In was in the beginning of this century that HRM was relabeled to HCM, Human Capital Management. We discovered that a company’s most valuable asset weights 1.5 kilograms: the human brain. We began to focus on the right person on the right job on the right timeWe were optimizing brains: Talent Management.

And while many organizations still struggle with Talent Management, we are already in another era. Social, mobile, cloud, and Big Data are omnipresent. Consumers know all there is to know about products and services on their mobile devices with social opinions from the entire world. Hyperconnectivity. But only a fraction of organizations are able to hyper connect their own employees in order to create better products, services, and customer experiences.
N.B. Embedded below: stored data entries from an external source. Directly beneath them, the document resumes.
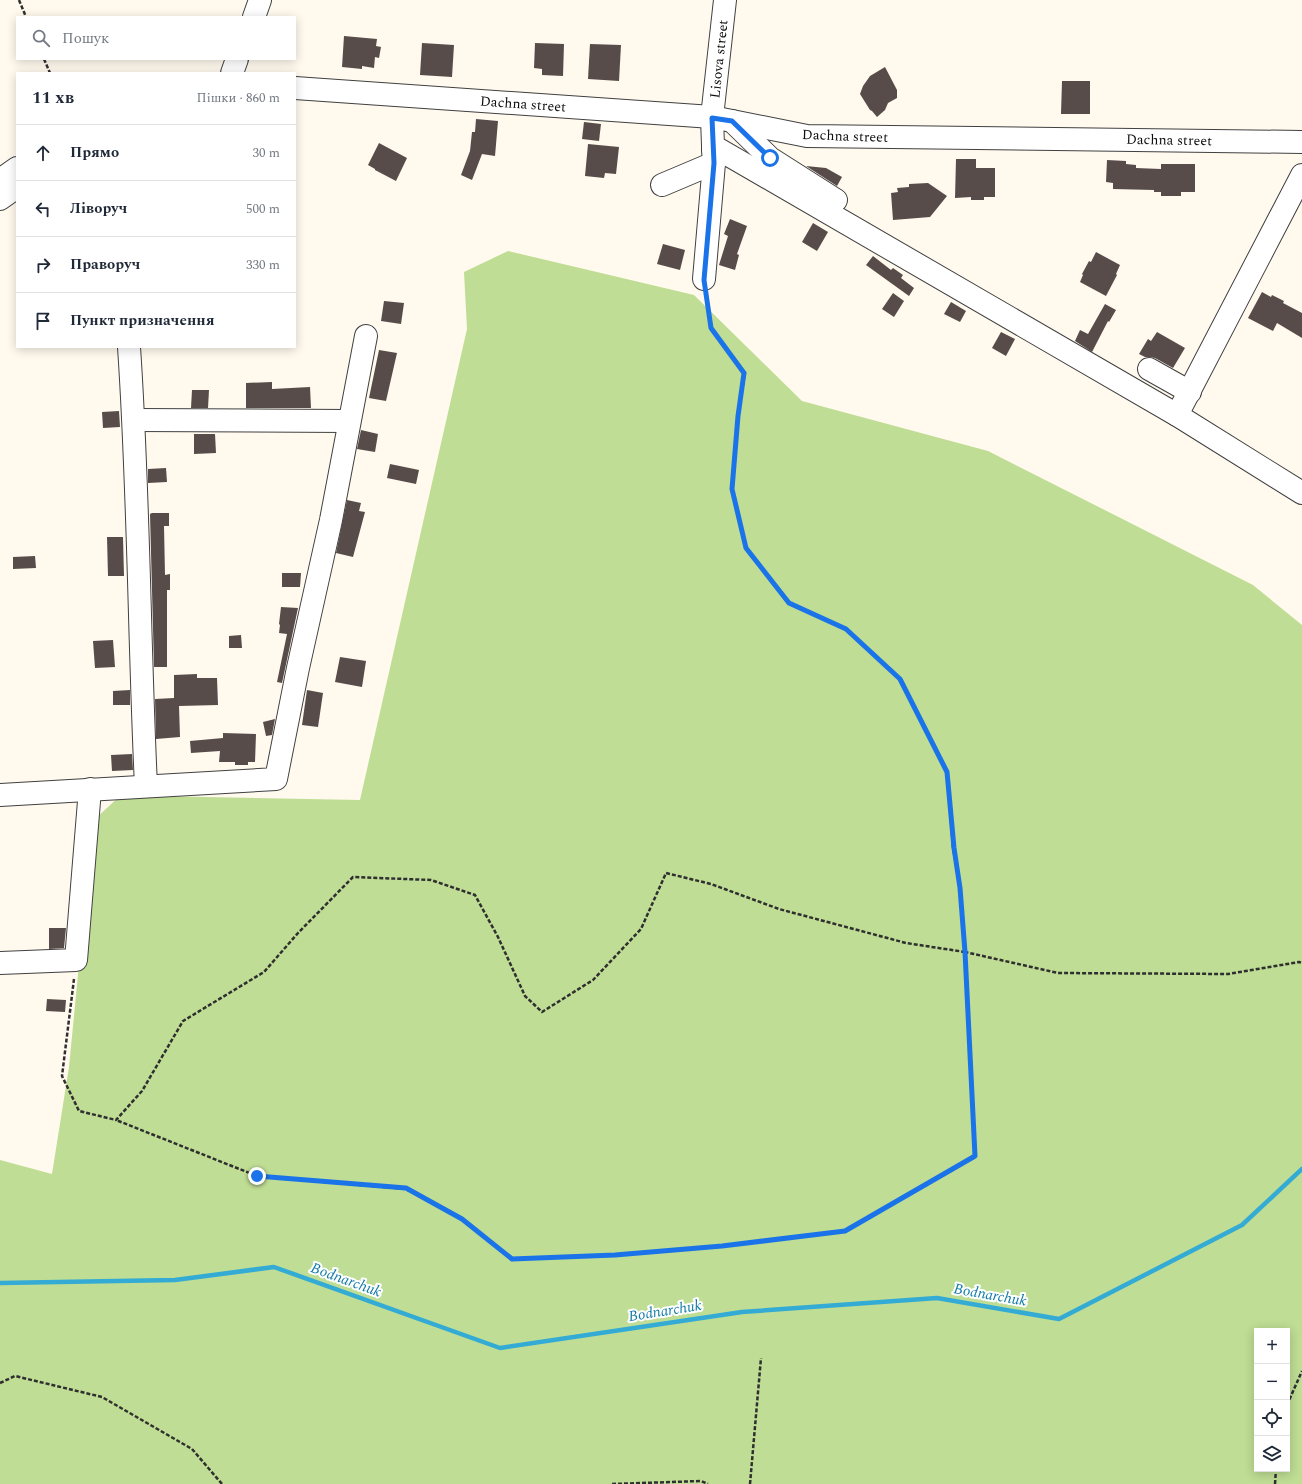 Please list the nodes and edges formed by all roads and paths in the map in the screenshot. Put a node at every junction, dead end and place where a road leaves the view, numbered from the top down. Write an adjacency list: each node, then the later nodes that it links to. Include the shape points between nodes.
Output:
1 (19, 0): 4 (path)
2 (260, 0): 5 (street)
3 (725, 0): 11 (street, Lisova street)
4 (26, 16)
5 (254, 16)
6 (44, 60): 8 (path)
7 (237, 60): 9 (street)
8 (50, 72)
9 (232, 72)
10 (296, 88): 11 (street, Dachna street)
11 (722, 119): 12 (street, Dachna street, via 807,136); 13 (street, Lisova street); 21 (street, via 770,158 829,196)
12 (1302, 142)
13 (713, 154): 17 (street); 20 (street, Lisova street); 26 (street)
14 (16, 169): 16 (street)
15 (1302, 175): 25 (street)
16 (0, 180)
17 (662, 185)
18 (16, 188): 19 (street)
19 (0, 199)
20 (704, 280): 33 (path, via 711,328 744,373 732,489 746,548 789,603 846,629 900,679 947,772)
21 (1069, 334)
22 (366, 336): 28 (street)
23 (128, 348): 27 (street)
24 (1149, 369): 25 (street)
25 (1190, 392): 26 (street)
26 (1178, 415): 29 (street)
27 (134, 420): 28 (street); 30 (street)
28 (349, 421): 30 (street, via 331,520 276,779)
29 (1302, 493)
30 (146, 786): 31 (street)
31 (90, 789): 32 (street); 34 (street)
32 (0, 795)
33 (965, 952): 36 (path, via 1058,973 1228,974); 37 (path, via 906,943 779,909 711,884 666,873 641,929 593,980 542,1012 525,996 475,895 432,880 353,877 264,972 184,1021 142,1091); 37 (path, via 975,1156 845,1231 722,1246 512,1259 462,1219 406,1188 257,1176)
34 (76, 960): 35 (street); 37 (path, via 62,1076 80,1111)
35 (0, 963)
36 (1302, 963)
37 (116, 1120)
38 (761, 1358): 46 (path)
39 (1302, 1371): 41 (path)
40 (0, 1383): 43 (path, via 16,1376 102,1397 192,1449)
41 (1289, 1400)
42 (1276, 1472): 47 (path)
43 (222, 1484)
44 (612, 1484): 45 (path, via 701,1481)
45 (708, 1484)
46 (750, 1484)
47 (1274, 1484) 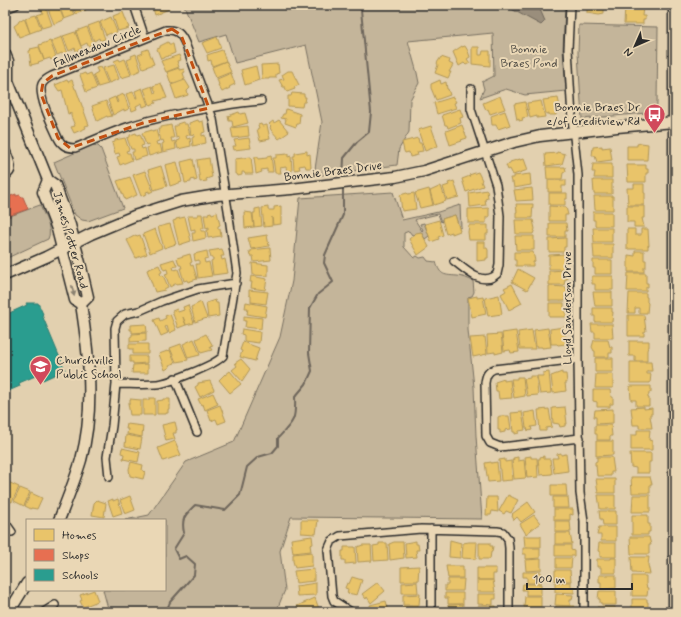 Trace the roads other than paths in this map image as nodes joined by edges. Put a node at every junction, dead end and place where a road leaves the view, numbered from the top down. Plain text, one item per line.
1 (16, 5) edge
2 (134, 5) edge
3 (570, 5) edge
4 (674, 5) edge
5 (5, 9) edge
6 (146, 38) junction
7 (5, 54) edge
8 (7, 79) edge
9 (471, 89) dead end
10 (261, 101) dead end
11 (209, 108) junction
12 (675, 122) edge
13 (574, 131) junction
14 (5, 148) edge
15 (485, 151) junction
16 (5, 176) edge
17 (48, 180) junction
18 (226, 194) junction
19 (75, 243) junction
20 (62, 249) junction
21 (454, 261) dead end
22 (5, 275) edge
23 (236, 283) junction
24 (81, 304) junction
25 (578, 359) junction
26 (175, 378) junction
27 (116, 384) junction
28 (197, 432) dead end
29 (580, 438) junction
30 (109, 477) dead end
31 (59, 519) edge
32 (5, 522) edge
33 (431, 529) junction
34 (12, 532) dead end
35 (26, 585) edge
36 (55, 604) dead end
37 (9, 612) edge
38 (44, 612) edge
39 (351, 612) edge
40 (431, 612) edge
41 (509, 612) edge
42 (584, 612) edge
43 (674, 612) edge

1 - 5 street
2 - 6 street
3 - 13 street, Lloyd Sanderson Drive
4 - 12 street
6 - 11 street, Fallmeadow Circle
6 - 11 street, Fallmeadow Circle
7 - 8 street, James Potter Road
8 - 17 street, James Potter Road
9 - 15 street
10 - 11 street
11 - 18 street, Fallmeadow Circle
12 - 13 street, Bonnie Braes Drive
12 - 43 street
13 - 15 street, Bonnie Braes Drive
13 - 25 street, Lloyd Sanderson Drive
14 - 16 street
15 - 18 street, Bonnie Braes Drive
15 - 21 street
17 - 19 street, James Potter Road
17 - 20 street, James Potter Road
18 - 19 street, Bonnie Braes Drive
18 - 23 street, Fallmeadow Circle
19 - 20 street, Bonnie Braes Drive
19 - 24 street, James Potter Road
20 - 22 street, Bonnie Braes Drive
20 -> 24 street, James Potter Road
23 - 26 street, Fallmeadow Circle
23 - 27 street
24 - 31 street, James Potter Road
25 - 29 street, Lloyd Sanderson Drive
25 - 29 street
26 - 27 street
26 - 28 street
27 - 30 street
29 - 42 street, Lloyd Sanderson Drive
32 - 34 street
33 - 39 street
33 - 40 street
33 - 41 street
35 - 37 street
36 - 38 street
The few that do are changing industries. They disrupt. They are connecting brainpower.

The impact on customer satisfaction

What is the impact of these three HR phases on customer satisfaction?

Administrating brains does not have any impact on customer satisfaction. Of course you have to pay people, otherwise they leave. Improving the administration of brains is done by continuously reducing (administrative) time and money spent by employees, managers, HR, and IT, usually via automation. And thus the benefit of administrating brains is only about lowering cost.

The moment you start to administrate and optimize brains is the moment HR comes to life and has an impact on people engagement and business execution. The benefit is then lowering cost and increasing revenue.

But that’s not enough to survive in this highly competitive marketplace, because only connected brains can tap into unmet customer needs and generate innovation needed to stay ahead of the curve. The combination of administrating, optimizing, and connecting brains all together has the biggest benefits: lowering cost, increasing productivity, and – most important – driving innovation!

Let’s put this to the test

Visualize your best/ideal employee.

Now visualize your HR department only administrating his/her pay scale, working hours, expenses, and contract. How does that help your company perform better?

Now visualize the same super employee placed in the best, most suitable job in the company. Imagine you can scale up with more of your employees being put in the right places, getting engaged, and using their full potential. Wow, that is adding value right?

By the way… Who is determining who is talented in the company?
Right. It’s usually a manager and/or an HR employee.

Now imagine it’s no longer one or two people who determine who’s talented. It’s the community that determines who is talented. Then the entire organization knows who’s talented because that is transparent. Your customers know it too. And imagine what will happen if those talented people are continuously connected, generating idea on idea, being engaged by it, and driving your proposition of tomorrow. Now that not only has an impact on revenue generation today, but on customer satisfaction! And thus on revenue generation tomorrow.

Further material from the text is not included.